Stored items:
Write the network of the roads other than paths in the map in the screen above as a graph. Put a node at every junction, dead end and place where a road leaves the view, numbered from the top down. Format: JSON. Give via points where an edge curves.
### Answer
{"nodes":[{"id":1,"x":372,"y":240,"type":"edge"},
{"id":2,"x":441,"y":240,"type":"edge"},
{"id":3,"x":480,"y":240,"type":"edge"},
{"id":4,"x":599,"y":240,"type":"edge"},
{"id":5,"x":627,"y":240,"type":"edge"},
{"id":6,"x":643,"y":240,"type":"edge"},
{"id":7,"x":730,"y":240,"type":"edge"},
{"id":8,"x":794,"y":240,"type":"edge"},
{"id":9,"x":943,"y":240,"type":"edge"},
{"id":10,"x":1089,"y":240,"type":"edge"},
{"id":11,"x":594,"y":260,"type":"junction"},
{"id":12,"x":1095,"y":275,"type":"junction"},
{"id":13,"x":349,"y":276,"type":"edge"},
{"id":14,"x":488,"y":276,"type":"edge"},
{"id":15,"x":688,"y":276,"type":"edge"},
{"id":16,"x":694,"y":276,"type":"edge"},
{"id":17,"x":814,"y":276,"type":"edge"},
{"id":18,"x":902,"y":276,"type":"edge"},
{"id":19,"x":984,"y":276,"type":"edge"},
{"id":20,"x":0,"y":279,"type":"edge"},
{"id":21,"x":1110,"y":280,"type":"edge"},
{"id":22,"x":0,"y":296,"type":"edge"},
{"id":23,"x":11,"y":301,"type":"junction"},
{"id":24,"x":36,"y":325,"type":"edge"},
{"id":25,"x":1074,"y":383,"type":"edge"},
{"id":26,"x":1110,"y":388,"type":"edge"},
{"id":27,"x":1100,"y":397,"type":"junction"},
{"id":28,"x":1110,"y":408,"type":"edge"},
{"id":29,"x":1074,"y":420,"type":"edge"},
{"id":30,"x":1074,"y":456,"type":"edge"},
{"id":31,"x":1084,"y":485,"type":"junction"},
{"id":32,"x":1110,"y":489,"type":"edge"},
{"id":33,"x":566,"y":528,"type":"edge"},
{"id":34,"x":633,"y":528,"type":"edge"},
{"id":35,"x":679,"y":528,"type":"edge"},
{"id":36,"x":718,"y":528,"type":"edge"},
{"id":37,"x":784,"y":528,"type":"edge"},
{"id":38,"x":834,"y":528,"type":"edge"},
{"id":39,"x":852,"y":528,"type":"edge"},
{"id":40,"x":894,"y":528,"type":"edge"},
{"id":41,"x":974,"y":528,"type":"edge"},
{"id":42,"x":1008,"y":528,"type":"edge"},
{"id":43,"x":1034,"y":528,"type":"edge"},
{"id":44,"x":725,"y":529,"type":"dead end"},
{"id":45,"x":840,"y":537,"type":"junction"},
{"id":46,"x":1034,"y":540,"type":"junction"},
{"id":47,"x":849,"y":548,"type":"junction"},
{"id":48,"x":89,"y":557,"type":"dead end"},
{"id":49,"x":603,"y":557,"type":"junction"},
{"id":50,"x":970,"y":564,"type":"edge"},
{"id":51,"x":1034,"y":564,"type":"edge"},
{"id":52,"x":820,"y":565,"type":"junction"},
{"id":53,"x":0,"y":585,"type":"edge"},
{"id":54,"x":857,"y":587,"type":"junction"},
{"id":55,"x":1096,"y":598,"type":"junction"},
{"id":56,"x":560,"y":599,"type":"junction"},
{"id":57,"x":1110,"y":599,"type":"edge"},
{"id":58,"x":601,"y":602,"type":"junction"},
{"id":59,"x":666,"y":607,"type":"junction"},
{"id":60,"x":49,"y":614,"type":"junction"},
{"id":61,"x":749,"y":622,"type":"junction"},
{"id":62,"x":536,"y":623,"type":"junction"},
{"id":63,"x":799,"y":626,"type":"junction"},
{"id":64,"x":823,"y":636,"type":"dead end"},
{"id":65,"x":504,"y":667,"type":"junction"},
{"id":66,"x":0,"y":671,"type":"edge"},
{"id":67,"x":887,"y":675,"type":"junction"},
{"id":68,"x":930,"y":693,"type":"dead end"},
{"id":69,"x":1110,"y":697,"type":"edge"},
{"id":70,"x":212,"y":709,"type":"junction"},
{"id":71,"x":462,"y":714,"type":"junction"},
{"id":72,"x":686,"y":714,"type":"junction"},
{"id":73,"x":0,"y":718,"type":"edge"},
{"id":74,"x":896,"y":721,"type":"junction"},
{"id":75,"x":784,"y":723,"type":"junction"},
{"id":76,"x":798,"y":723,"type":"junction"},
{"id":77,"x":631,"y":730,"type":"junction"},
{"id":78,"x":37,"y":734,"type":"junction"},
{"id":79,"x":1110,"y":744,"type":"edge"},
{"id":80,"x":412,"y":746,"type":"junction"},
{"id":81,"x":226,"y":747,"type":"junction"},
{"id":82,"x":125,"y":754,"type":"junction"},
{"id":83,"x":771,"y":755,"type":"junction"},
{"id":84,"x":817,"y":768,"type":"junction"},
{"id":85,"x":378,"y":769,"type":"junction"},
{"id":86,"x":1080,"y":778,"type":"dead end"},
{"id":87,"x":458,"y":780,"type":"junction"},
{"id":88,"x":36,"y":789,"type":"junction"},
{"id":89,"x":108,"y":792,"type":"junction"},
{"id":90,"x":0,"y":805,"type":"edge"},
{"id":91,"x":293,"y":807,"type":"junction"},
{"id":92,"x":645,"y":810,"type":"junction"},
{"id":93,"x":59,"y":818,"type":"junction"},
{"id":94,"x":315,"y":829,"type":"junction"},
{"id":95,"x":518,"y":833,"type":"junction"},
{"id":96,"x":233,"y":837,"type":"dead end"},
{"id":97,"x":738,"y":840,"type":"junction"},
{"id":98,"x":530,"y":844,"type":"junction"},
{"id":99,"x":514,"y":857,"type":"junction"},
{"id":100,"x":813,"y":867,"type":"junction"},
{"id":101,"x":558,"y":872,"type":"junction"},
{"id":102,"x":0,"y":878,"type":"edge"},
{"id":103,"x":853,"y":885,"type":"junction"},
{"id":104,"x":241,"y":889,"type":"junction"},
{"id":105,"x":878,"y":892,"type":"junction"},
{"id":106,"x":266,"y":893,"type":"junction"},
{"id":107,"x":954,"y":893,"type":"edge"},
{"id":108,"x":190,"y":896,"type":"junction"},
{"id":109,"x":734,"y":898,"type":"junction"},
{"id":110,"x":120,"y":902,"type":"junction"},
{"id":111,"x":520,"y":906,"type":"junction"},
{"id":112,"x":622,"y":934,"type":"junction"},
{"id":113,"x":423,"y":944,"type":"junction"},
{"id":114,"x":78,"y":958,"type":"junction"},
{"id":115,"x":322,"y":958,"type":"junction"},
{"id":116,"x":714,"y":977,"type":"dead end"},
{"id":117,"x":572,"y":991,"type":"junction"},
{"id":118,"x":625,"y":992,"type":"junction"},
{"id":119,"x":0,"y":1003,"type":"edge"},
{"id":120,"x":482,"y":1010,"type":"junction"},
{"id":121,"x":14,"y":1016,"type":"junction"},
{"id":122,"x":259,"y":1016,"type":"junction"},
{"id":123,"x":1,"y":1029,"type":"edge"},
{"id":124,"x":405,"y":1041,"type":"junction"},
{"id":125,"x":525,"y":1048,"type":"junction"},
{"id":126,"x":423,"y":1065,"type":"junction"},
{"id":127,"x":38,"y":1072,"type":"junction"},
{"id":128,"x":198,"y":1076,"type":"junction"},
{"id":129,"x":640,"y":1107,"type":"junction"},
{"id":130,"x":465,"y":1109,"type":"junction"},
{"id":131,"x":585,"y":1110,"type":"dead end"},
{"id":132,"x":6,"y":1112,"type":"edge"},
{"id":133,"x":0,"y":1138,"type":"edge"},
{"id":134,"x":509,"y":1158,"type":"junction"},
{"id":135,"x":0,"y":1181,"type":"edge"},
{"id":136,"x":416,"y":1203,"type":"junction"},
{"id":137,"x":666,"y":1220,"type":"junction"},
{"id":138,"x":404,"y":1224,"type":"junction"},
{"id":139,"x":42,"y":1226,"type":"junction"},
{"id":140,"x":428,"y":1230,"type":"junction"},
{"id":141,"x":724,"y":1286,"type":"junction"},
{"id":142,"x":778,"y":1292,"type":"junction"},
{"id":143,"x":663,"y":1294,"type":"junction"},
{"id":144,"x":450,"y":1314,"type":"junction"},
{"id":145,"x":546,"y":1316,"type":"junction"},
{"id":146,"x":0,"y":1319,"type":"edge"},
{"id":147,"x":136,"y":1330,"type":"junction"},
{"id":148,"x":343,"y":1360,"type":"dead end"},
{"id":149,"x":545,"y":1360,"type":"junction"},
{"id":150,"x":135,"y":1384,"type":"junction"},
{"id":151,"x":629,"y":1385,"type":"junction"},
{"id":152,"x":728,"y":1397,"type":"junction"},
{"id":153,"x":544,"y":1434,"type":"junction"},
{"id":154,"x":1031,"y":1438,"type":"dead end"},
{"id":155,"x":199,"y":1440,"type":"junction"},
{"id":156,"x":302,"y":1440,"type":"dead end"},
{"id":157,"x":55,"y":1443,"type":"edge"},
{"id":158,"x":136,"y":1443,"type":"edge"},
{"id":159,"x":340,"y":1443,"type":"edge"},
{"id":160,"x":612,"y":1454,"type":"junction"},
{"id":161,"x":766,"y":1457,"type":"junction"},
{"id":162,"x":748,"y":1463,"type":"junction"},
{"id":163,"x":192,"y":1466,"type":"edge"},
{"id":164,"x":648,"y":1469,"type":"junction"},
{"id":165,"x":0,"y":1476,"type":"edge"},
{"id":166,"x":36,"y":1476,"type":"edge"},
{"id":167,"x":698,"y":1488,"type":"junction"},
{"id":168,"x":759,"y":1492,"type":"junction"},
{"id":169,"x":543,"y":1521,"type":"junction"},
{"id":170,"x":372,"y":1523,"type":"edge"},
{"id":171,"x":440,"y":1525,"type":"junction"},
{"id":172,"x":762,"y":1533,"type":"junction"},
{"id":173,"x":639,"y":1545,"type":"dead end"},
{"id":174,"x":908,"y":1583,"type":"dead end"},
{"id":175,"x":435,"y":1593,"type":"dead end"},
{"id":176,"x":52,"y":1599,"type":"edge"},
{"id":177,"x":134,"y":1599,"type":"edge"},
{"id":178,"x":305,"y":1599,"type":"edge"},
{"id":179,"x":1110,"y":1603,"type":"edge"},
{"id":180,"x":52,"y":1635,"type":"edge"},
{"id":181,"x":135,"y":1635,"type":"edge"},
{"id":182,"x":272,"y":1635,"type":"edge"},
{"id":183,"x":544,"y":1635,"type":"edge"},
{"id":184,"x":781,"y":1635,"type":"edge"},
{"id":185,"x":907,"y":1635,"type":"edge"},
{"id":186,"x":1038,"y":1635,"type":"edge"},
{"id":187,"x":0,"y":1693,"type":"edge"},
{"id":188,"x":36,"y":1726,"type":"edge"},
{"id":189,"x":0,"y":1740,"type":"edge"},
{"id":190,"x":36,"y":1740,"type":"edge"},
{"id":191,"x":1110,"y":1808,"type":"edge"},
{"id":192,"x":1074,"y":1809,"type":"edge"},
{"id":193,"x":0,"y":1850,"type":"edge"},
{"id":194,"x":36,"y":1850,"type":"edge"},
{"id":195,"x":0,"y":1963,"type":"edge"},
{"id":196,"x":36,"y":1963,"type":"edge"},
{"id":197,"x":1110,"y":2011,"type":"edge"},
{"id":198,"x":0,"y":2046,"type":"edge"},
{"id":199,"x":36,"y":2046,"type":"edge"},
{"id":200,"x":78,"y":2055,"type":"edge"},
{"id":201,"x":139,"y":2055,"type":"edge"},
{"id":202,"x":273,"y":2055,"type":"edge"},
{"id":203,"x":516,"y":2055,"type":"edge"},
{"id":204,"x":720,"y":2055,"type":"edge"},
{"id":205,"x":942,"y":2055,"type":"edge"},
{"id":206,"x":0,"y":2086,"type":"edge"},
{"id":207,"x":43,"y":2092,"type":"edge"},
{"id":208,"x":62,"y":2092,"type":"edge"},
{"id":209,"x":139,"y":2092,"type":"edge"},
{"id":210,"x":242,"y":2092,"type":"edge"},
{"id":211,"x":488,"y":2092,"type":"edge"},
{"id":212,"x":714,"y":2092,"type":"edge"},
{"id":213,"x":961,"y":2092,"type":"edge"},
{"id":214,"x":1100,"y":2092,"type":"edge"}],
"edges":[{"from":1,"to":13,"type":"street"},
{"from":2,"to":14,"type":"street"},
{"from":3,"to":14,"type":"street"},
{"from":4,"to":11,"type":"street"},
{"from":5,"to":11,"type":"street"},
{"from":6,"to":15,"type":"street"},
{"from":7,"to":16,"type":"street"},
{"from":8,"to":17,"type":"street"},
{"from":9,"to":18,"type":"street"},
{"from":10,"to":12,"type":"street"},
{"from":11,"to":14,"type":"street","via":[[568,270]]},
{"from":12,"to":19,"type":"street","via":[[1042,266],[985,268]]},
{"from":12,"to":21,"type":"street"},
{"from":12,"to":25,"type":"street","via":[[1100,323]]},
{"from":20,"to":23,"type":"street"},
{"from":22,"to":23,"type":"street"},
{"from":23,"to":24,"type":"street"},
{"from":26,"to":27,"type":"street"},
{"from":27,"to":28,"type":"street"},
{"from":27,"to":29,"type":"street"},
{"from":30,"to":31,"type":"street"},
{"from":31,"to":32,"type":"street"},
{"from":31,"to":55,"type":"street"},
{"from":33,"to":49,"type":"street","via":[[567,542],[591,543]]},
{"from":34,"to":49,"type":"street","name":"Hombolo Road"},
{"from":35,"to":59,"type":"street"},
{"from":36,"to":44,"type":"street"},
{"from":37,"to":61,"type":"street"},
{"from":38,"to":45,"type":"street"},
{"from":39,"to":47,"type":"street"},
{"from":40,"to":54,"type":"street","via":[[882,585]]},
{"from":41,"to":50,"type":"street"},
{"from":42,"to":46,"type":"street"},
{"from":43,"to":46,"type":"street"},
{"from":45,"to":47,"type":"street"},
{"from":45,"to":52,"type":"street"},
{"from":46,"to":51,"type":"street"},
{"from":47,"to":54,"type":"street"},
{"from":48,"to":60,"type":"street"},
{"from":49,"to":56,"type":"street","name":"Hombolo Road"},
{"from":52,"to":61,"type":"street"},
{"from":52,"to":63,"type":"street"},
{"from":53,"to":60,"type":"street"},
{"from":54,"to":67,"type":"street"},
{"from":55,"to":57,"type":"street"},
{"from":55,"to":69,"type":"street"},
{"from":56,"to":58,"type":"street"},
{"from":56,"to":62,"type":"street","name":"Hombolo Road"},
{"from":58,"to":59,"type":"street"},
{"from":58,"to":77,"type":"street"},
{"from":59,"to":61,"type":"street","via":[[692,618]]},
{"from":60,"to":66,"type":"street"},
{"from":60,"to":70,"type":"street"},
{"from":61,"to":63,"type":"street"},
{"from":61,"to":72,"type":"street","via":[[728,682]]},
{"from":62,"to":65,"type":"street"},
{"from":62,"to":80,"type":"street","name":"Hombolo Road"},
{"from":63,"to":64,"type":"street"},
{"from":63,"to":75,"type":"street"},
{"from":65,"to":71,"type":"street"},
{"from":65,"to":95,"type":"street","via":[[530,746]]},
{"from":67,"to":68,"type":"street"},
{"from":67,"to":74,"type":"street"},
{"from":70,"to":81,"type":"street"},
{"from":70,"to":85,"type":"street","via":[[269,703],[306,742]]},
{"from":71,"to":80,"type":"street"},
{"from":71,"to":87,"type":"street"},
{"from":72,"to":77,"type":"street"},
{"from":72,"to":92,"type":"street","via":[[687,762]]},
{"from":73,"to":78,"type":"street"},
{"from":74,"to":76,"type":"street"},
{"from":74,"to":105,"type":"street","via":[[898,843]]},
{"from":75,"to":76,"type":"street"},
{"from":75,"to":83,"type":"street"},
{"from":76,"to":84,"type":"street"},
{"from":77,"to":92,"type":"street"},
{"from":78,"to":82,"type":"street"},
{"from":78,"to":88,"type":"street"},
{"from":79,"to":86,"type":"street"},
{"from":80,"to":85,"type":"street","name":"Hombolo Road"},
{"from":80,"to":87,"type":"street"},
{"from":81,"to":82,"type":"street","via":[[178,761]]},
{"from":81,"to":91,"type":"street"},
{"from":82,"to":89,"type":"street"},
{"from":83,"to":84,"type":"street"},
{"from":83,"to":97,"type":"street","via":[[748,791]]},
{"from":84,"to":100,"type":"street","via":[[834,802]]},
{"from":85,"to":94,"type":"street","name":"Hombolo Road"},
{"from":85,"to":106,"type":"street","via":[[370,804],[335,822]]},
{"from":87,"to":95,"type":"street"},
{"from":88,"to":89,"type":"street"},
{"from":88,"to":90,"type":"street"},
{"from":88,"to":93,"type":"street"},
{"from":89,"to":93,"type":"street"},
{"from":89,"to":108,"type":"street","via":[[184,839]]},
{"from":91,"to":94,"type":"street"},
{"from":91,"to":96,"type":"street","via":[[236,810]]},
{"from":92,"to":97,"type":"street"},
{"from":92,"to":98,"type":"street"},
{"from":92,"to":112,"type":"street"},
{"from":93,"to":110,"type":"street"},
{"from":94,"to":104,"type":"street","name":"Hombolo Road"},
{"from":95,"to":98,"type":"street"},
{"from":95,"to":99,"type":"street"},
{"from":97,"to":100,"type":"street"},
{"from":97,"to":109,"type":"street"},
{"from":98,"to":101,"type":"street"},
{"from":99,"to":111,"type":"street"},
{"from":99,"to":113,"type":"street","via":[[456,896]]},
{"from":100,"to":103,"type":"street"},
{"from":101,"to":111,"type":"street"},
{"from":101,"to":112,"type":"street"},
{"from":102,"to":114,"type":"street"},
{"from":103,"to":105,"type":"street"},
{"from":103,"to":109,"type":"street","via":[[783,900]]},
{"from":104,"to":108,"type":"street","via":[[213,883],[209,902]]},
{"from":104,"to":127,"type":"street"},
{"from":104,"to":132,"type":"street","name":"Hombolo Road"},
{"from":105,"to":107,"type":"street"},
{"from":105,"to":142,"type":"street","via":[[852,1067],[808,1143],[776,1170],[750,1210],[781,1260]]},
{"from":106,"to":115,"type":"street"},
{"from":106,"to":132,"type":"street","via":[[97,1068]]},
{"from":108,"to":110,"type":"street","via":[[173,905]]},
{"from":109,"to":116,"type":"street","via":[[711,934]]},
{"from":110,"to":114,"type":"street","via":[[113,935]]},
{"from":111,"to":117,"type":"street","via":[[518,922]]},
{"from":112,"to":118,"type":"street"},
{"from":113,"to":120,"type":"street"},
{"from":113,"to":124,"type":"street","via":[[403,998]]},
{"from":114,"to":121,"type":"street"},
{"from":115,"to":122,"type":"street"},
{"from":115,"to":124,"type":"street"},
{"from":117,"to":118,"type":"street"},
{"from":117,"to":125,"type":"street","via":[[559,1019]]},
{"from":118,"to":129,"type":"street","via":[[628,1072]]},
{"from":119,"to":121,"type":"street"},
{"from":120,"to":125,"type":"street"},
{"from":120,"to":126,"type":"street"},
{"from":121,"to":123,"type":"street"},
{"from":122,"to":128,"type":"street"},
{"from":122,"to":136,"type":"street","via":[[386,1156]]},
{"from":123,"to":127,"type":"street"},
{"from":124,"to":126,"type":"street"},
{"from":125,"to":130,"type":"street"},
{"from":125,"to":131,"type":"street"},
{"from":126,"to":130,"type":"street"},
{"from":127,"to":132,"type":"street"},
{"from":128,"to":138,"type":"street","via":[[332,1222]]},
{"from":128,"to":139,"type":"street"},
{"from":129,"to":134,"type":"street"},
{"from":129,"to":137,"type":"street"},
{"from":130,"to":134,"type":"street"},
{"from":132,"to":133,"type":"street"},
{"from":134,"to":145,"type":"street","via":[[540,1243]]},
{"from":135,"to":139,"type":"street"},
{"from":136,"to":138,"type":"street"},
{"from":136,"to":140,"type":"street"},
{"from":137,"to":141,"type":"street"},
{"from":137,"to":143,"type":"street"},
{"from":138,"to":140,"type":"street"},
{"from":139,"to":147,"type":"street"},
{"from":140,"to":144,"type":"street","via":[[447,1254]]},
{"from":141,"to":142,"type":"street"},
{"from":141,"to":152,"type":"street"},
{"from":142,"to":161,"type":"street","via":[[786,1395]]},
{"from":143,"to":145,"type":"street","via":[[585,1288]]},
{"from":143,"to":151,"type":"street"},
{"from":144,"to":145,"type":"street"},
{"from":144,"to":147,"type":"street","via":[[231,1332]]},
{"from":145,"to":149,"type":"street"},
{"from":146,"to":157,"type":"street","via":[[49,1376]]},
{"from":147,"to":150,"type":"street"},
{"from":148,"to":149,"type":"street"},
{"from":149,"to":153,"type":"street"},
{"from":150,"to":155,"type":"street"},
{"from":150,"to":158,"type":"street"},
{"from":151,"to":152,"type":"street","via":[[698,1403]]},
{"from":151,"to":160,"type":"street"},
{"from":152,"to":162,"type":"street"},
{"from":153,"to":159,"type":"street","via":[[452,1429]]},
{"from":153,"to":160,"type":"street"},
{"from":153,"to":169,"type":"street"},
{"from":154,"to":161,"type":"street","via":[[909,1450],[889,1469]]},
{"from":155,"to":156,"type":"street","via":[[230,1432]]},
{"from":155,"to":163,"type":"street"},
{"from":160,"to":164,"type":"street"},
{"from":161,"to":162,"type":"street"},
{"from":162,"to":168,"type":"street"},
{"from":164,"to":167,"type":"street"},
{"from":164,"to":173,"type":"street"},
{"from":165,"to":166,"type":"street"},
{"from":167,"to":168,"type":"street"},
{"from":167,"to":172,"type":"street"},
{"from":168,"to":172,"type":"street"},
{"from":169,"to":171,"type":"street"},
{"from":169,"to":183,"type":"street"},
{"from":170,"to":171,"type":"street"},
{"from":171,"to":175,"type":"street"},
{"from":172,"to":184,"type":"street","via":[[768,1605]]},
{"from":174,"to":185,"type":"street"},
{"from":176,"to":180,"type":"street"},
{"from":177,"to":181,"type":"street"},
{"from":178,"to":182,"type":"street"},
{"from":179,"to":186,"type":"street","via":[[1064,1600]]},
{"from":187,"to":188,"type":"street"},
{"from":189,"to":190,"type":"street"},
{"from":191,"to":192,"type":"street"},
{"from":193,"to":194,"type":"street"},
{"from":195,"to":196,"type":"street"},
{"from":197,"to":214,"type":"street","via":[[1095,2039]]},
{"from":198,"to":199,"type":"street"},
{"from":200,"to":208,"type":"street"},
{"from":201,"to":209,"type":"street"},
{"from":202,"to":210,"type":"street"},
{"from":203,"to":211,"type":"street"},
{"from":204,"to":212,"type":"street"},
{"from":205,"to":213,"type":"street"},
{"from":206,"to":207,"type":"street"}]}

WORK INSTRUCTIONS: Collect each line of the entries that has the word "Hombolo", copying it in full.

OUTPUT OF THE EXERCISE:
{"from":34,"to":49,"type":"street","name":"Hombolo Road"},
{"from":49,"to":56,"type":"street","name":"Hombolo Road"},
{"from":56,"to":62,"type":"street","name":"Hombolo Road"},
{"from":62,"to":80,"type":"street","name":"Hombolo Road"},
{"from":80,"to":85,"type":"street","name":"Hombolo Road"},
{"from":85,"to":94,"type":"street","name":"Hombolo Road"},
{"from":94,"to":104,"type":"street","name":"Hombolo Road"},
{"from":104,"to":132,"type":"street","name":"Hombolo Road"},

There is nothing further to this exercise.